┌─ Provided data

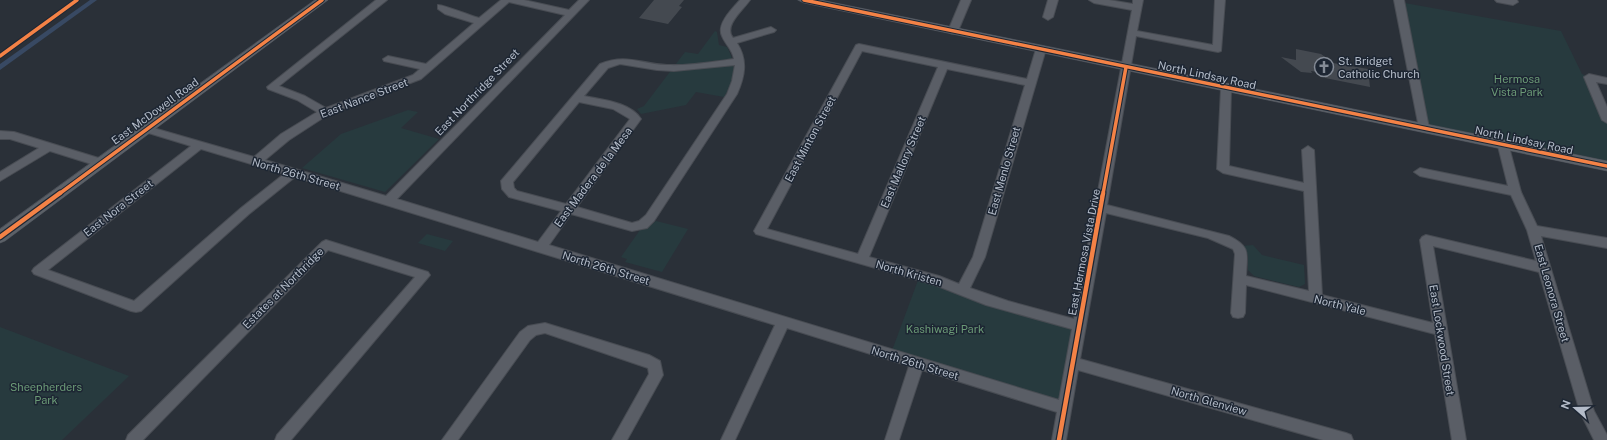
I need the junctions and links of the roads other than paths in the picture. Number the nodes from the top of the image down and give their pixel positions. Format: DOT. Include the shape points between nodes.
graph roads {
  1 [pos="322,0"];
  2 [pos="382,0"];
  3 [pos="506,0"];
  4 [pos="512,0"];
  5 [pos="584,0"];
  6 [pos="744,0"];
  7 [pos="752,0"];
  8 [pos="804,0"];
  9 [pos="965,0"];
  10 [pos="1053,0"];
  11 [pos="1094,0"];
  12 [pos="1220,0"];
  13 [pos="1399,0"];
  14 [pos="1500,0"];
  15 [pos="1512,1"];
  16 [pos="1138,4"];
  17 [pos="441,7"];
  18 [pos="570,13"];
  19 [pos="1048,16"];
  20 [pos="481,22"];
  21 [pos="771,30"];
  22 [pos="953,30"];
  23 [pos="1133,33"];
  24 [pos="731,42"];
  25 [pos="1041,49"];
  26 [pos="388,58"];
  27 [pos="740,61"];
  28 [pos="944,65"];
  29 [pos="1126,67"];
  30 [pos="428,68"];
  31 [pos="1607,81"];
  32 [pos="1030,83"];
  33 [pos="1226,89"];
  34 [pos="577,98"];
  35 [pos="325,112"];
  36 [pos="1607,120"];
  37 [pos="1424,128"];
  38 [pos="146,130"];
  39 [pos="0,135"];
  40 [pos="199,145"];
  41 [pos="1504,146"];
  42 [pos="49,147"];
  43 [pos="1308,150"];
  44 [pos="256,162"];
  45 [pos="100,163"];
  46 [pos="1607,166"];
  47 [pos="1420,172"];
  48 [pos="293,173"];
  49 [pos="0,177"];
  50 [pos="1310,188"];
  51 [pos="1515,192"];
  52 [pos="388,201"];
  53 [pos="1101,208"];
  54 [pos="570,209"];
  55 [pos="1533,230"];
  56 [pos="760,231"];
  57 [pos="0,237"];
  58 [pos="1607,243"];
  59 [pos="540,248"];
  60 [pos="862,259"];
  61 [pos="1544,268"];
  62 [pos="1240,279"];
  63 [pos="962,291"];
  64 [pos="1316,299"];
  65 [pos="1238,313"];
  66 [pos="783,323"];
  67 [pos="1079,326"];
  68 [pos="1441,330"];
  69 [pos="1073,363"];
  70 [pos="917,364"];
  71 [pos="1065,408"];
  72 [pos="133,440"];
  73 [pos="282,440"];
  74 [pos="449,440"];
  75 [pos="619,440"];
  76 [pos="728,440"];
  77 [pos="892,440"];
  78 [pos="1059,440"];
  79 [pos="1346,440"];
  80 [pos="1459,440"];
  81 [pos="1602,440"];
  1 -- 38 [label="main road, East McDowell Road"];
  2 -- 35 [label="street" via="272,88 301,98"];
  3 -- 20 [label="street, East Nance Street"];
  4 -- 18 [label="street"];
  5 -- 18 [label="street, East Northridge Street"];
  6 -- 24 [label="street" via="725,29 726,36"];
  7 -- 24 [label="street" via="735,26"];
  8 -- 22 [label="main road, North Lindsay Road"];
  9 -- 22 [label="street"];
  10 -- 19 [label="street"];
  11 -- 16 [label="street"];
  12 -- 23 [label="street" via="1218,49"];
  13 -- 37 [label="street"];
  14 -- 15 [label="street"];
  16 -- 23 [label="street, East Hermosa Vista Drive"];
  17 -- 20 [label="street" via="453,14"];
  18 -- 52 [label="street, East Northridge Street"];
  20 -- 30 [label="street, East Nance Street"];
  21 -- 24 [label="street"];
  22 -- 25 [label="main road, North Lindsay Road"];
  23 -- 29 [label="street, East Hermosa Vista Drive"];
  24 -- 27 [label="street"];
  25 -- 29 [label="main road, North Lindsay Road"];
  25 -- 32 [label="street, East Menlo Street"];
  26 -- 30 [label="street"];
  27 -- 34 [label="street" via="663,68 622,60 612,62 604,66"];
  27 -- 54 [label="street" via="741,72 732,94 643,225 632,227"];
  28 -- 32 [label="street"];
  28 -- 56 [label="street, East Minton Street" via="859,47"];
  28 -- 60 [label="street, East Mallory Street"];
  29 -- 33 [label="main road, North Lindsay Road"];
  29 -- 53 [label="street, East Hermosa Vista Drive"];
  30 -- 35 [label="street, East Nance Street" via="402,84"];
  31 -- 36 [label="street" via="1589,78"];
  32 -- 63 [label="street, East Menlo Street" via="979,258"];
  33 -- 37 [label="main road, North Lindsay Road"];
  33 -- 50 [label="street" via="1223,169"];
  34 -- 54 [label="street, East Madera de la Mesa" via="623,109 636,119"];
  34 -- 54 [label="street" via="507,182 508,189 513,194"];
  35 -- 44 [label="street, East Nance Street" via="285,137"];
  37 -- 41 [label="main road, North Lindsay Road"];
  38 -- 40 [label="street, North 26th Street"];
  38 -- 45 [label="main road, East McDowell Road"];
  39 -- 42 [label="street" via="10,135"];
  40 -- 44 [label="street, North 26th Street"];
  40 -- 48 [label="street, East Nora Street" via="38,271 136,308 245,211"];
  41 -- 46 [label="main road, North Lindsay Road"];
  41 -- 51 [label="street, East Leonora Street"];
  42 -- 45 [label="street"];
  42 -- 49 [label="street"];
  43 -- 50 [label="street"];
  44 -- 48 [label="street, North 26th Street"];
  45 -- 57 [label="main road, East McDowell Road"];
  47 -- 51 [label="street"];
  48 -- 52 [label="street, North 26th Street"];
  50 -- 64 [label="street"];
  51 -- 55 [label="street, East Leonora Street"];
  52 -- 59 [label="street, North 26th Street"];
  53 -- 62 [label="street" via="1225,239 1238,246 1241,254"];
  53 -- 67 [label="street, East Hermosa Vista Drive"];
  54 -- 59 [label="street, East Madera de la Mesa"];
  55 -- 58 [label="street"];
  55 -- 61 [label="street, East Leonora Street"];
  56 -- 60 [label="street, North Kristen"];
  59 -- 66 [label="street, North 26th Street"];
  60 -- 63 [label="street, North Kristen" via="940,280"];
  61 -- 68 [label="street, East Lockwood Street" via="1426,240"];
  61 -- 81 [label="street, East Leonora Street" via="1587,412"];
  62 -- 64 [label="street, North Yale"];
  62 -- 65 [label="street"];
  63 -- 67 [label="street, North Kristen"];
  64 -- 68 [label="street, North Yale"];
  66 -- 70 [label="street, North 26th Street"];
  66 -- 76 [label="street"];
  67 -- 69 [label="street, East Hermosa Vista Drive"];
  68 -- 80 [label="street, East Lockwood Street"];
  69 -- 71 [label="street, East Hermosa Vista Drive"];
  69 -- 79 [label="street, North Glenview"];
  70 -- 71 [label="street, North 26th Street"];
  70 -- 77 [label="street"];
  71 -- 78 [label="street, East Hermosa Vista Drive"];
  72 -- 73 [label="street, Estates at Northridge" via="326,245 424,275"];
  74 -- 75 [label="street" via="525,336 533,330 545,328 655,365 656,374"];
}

└─

■ **Required action**
All of the entries above need to be transcribed exactly, except for the pictures.

■ **Result of the exercise**
I need the junctions and links of the roads other than paths in the picture. Number the nodes from the top of the image down and give their pixel positions. Format: DOT. Include the shape points between nodes.
graph roads {
  1 [pos="322,0"];
  2 [pos="382,0"];
  3 [pos="506,0"];
  4 [pos="512,0"];
  5 [pos="584,0"];
  6 [pos="744,0"];
  7 [pos="752,0"];
  8 [pos="804,0"];
  9 [pos="965,0"];
  10 [pos="1053,0"];
  11 [pos="1094,0"];
  12 [pos="1220,0"];
  13 [pos="1399,0"];
  14 [pos="1500,0"];
  15 [pos="1512,1"];
  16 [pos="1138,4"];
  17 [pos="441,7"];
  18 [pos="570,13"];
  19 [pos="1048,16"];
  20 [pos="481,22"];
  21 [pos="771,30"];
  22 [pos="953,30"];
  23 [pos="1133,33"];
  24 [pos="731,42"];
  25 [pos="1041,49"];
  26 [pos="388,58"];
  27 [pos="740,61"];
  28 [pos="944,65"];
  29 [pos="1126,67"];
  30 [pos="428,68"];
  31 [pos="1607,81"];
  32 [pos="1030,83"];
  33 [pos="1226,89"];
  34 [pos="577,98"];
  35 [pos="325,112"];
  36 [pos="1607,120"];
  37 [pos="1424,128"];
  38 [pos="146,130"];
  39 [pos="0,135"];
  40 [pos="199,145"];
  41 [pos="1504,146"];
  42 [pos="49,147"];
  43 [pos="1308,150"];
  44 [pos="256,162"];
  45 [pos="100,163"];
  46 [pos="1607,166"];
  47 [pos="1420,172"];
  48 [pos="293,173"];
  49 [pos="0,177"];
  50 [pos="1310,188"];
  51 [pos="1515,192"];
  52 [pos="388,201"];
  53 [pos="1101,208"];
  54 [pos="570,209"];
  55 [pos="1533,230"];
  56 [pos="760,231"];
  57 [pos="0,237"];
  58 [pos="1607,243"];
  59 [pos="540,248"];
  60 [pos="862,259"];
  61 [pos="1544,268"];
  62 [pos="1240,279"];
  63 [pos="962,291"];
  64 [pos="1316,299"];
  65 [pos="1238,313"];
  66 [pos="783,323"];
  67 [pos="1079,326"];
  68 [pos="1441,330"];
  69 [pos="1073,363"];
  70 [pos="917,364"];
  71 [pos="1065,408"];
  72 [pos="133,440"];
  73 [pos="282,440"];
  74 [pos="449,440"];
  75 [pos="619,440"];
  76 [pos="728,440"];
  77 [pos="892,440"];
  78 [pos="1059,440"];
  79 [pos="1346,440"];
  80 [pos="1459,440"];
  81 [pos="1602,440"];
  1 -- 38 [label="main road, East McDowell Road"];
  2 -- 35 [label="street" via="272,88 301,98"];
  3 -- 20 [label="street, East Nance Street"];
  4 -- 18 [label="street"];
  5 -- 18 [label="street, East Northridge Street"];
  6 -- 24 [label="street" via="725,29 726,36"];
  7 -- 24 [label="street" via="735,26"];
  8 -- 22 [label="main road, North Lindsay Road"];
  9 -- 22 [label="street"];
  10 -- 19 [label="street"];
  11 -- 16 [label="street"];
  12 -- 23 [label="street" via="1218,49"];
  13 -- 37 [label="street"];
  14 -- 15 [label="street"];
  16 -- 23 [label="street, East Hermosa Vista Drive"];
  17 -- 20 [label="street" via="453,14"];
  18 -- 52 [label="street, East Northridge Street"];
  20 -- 30 [label="street, East Nance Street"];
  21 -- 24 [label="street"];
  22 -- 25 [label="main road, North Lindsay Road"];
  23 -- 29 [label="street, East Hermosa Vista Drive"];
  24 -- 27 [label="street"];
  25 -- 29 [label="main road, North Lindsay Road"];
  25 -- 32 [label="street, East Menlo Street"];
  26 -- 30 [label="street"];
  27 -- 34 [label="street" via="663,68 622,60 612,62 604,66"];
  27 -- 54 [label="street" via="741,72 732,94 643,225 632,227"];
  28 -- 32 [label="street"];
  28 -- 56 [label="street, East Minton Street" via="859,47"];
  28 -- 60 [label="street, East Mallory Street"];
  29 -- 33 [label="main road, North Lindsay Road"];
  29 -- 53 [label="street, East Hermosa Vista Drive"];
  30 -- 35 [label="street, East Nance Street" via="402,84"];
  31 -- 36 [label="street" via="1589,78"];
  32 -- 63 [label="street, East Menlo Street" via="979,258"];
  33 -- 37 [label="main road, North Lindsay Road"];
  33 -- 50 [label="street" via="1223,169"];
  34 -- 54 [label="street, East Madera de la Mesa" via="623,109 636,119"];
  34 -- 54 [label="street" via="507,182 508,189 513,194"];
  35 -- 44 [label="street, East Nance Street" via="285,137"];
  37 -- 41 [label="main road, North Lindsay Road"];
  38 -- 40 [label="street, North 26th Street"];
  38 -- 45 [label="main road, East McDowell Road"];
  39 -- 42 [label="street" via="10,135"];
  40 -- 44 [label="street, North 26th Street"];
  40 -- 48 [label="street, East Nora Street" via="38,271 136,308 245,211"];
  41 -- 46 [label="main road, North Lindsay Road"];
  41 -- 51 [label="street, East Leonora Street"];
  42 -- 45 [label="street"];
  42 -- 49 [label="street"];
  43 -- 50 [label="street"];
  44 -- 48 [label="street, North 26th Street"];
  45 -- 57 [label="main road, East McDowell Road"];
  47 -- 51 [label="street"];
  48 -- 52 [label="street, North 26th Street"];
  50 -- 64 [label="street"];
  51 -- 55 [label="street, East Leonora Street"];
  52 -- 59 [label="street, North 26th Street"];
  53 -- 62 [label="street" via="1225,239 1238,246 1241,254"];
  53 -- 67 [label="street, East Hermosa Vista Drive"];
  54 -- 59 [label="street, East Madera de la Mesa"];
  55 -- 58 [label="street"];
  55 -- 61 [label="street, East Leonora Street"];
  56 -- 60 [label="street, North Kristen"];
  59 -- 66 [label="street, North 26th Street"];
  60 -- 63 [label="street, North Kristen" via="940,280"];
  61 -- 68 [label="street, East Lockwood Street" via="1426,240"];
  61 -- 81 [label="street, East Leonora Street" via="1587,412"];
  62 -- 64 [label="street, North Yale"];
  62 -- 65 [label="street"];
  63 -- 67 [label="street, North Kristen"];
  64 -- 68 [label="street, North Yale"];
  66 -- 70 [label="street, North 26th Street"];
  66 -- 76 [label="street"];
  67 -- 69 [label="street, East Hermosa Vista Drive"];
  68 -- 80 [label="street, East Lockwood Street"];
  69 -- 71 [label="street, East Hermosa Vista Drive"];
  69 -- 79 [label="street, North Glenview"];
  70 -- 71 [label="street, North 26th Street"];
  70 -- 77 [label="street"];
  71 -- 78 [label="street, East Hermosa Vista Drive"];
  72 -- 73 [label="street, Estates at Northridge" via="326,245 424,275"];
  74 -- 75 [label="street" via="525,336 533,330 545,328 655,365 656,374"];
}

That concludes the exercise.